One hospital spokesperson from Chesterfield, Mo.-based Mercy told Mr. Brill that the health system's lawyers decided the CEO's discussion of a patient's medical bill (with information redacted to protect privacy) would violate the federal HIPAA law. Mr. Brill, a Yale Law School grad, founder of CourtTV and American Lawyer magazine, said he was unfamiliar with a HIPAA provision barring such discussion, but the spokesperson maintained this stance and ended further discourse.

Another hospital CEO in California told The New York Times "you need a PhD in health economics" to understand medical pricing. Not the most patient-centered thing to say, even though it might be true. And if so: Shouldn't we expect more hospital CEOs to get back to school then?

In a recent piece for the WSJ, Eric Michael David, MD, JD, wrote about the steps he took to get to the bottom of the $20,000 hospital bill he received after taking his son to the hospital for a head bruise, which was found to be medically insignificant. The main item in question was a $10,000 charge for "trauma team activation."
 
Armed with trauma experience in two of New York City's busiest hospitals, Dr. David said he knows what a trauma team activation looks like — and it resembled nothing that occurred around his son's care. He called the hospital, where the billing agent told him it was hospital protocol to call a trauma team where there is a head injury with internal bleeding. Dr. David said this wasn't clinically indicated, and the billing agent then said it was "county protocol" to categorize such cases as trauma. County protocol?

"I called her bluff and said if she could show me the county regulation requiring a trauma team for an 11-day-old head injury, I'd happily pay my bill. She said she'd have the head of emergency services call me," he wrote. That individual called him back two weeks later, agreeing to having the charge removed. "A week later, the hospital wrote to say that they were delighted I'd had the chance to speak with the head of emergency services, but the billing department had determined that the $10,000 charge was accurate."

These are just a few deflective strategies in recent reports about hospital bills and prices. You don't have to look hard to find them.
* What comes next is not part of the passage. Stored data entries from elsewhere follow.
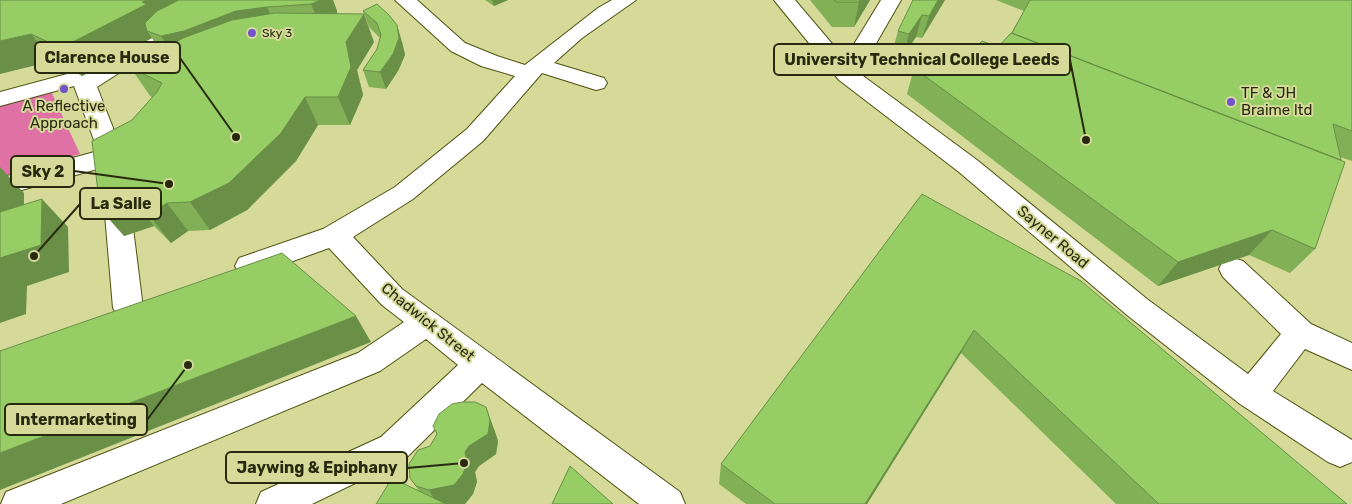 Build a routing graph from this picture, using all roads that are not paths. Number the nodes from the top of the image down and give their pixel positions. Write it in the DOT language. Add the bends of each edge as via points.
graph roads {
  1 [pos="214,0"];
  2 [pos="405,0"];
  3 [pos="626,0"];
  4 [pos="784,0"];
  5 [pos="890,0"];
  6 [pos="534,69"];
  7 [pos="847,74"];
  8 [pos="596,83"];
  9 [pos="86,84"];
  10 [pos="0,99"];
  11 [pos="112,156"];
  12 [pos="0,188"];
  13 [pos="333,236"];
  14 [pos="1233,270"];
  15 [pos="221,276"];
  16 [pos="156,299"];
  17 [pos="128,308"];
  18 [pos="101,318"];
  19 [pos="426,323"];
  20 [pos="1300,333"];
  21 [pos="1352,357"];
  22 [pos="480,364"];
  23 [pos="1251,394"];
  24 [pos="1340,452"];
  25 [pos="18,504"];
  26 [pos="274,504"];
  27 [pos="667,504"];
  1 -- 9 [label="street" via="207,8"];
  2 -- 6 [label="street" via="458,47 489,61"];
  3 -- 6 [label="street" via="575,34"];
  4 -- 7 [label="street, Sayner Road"];
  5 -- 7 [label="street"];
  6 -- 8 [label="street"];
  6 -- 13 [label="street" via="475,135 404,192"];
  7 -- 23 [label="street, Sayner Road" via="968,166 1138,307"];
  9 -- 10 [label="street" via="82,77"];
  9 -- 11 [label="street"];
  11 -- 12 [label="street"];
  11 -- 17 [label="street"];
  13 -- 15 [label="street"];
  13 -- 19 [label="street, Chadwick Street" via="392,297"];
  14 -- 20 [label="street"];
  16 -- 17 [label="street"];
  17 -- 18 [label="street"];
  19 -- 22 [label="street, Chadwick Street"];
  19 -- 25 [label="street" via="369,362"];
  20 -- 21 [label="street"];
  20 -- 23 [label="street"];
  22 -- 26 [label="street" via="393,448"];
  22 -- 27 [label="street, Chadwick Street"];
  23 -- 24 [label="street, Sayner Road"];
}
It will take years for our discussion about prices to gain clarity, but in the meantime, hospitals have ample room for improvement in how they handle these inquiries. With the arrogance, defensiveness and incoherence of the responses detailed here, it is almost as if the aforementioned spokespeople didn't realize they would be named and quoted in national publications. Maybe some spokespeople intend to deceive, maybe others are grasping for straws and unsure of any other way to "shape their message." I want to think some executives take on these questions with integrity, but it seems there are either fewer of those quotes or just fewer making it to print, unfortunately.  

Until hospital administrators and executives start tackling this conversation with more honesty, they are asking for a thousand more news stories that cast them in bad light.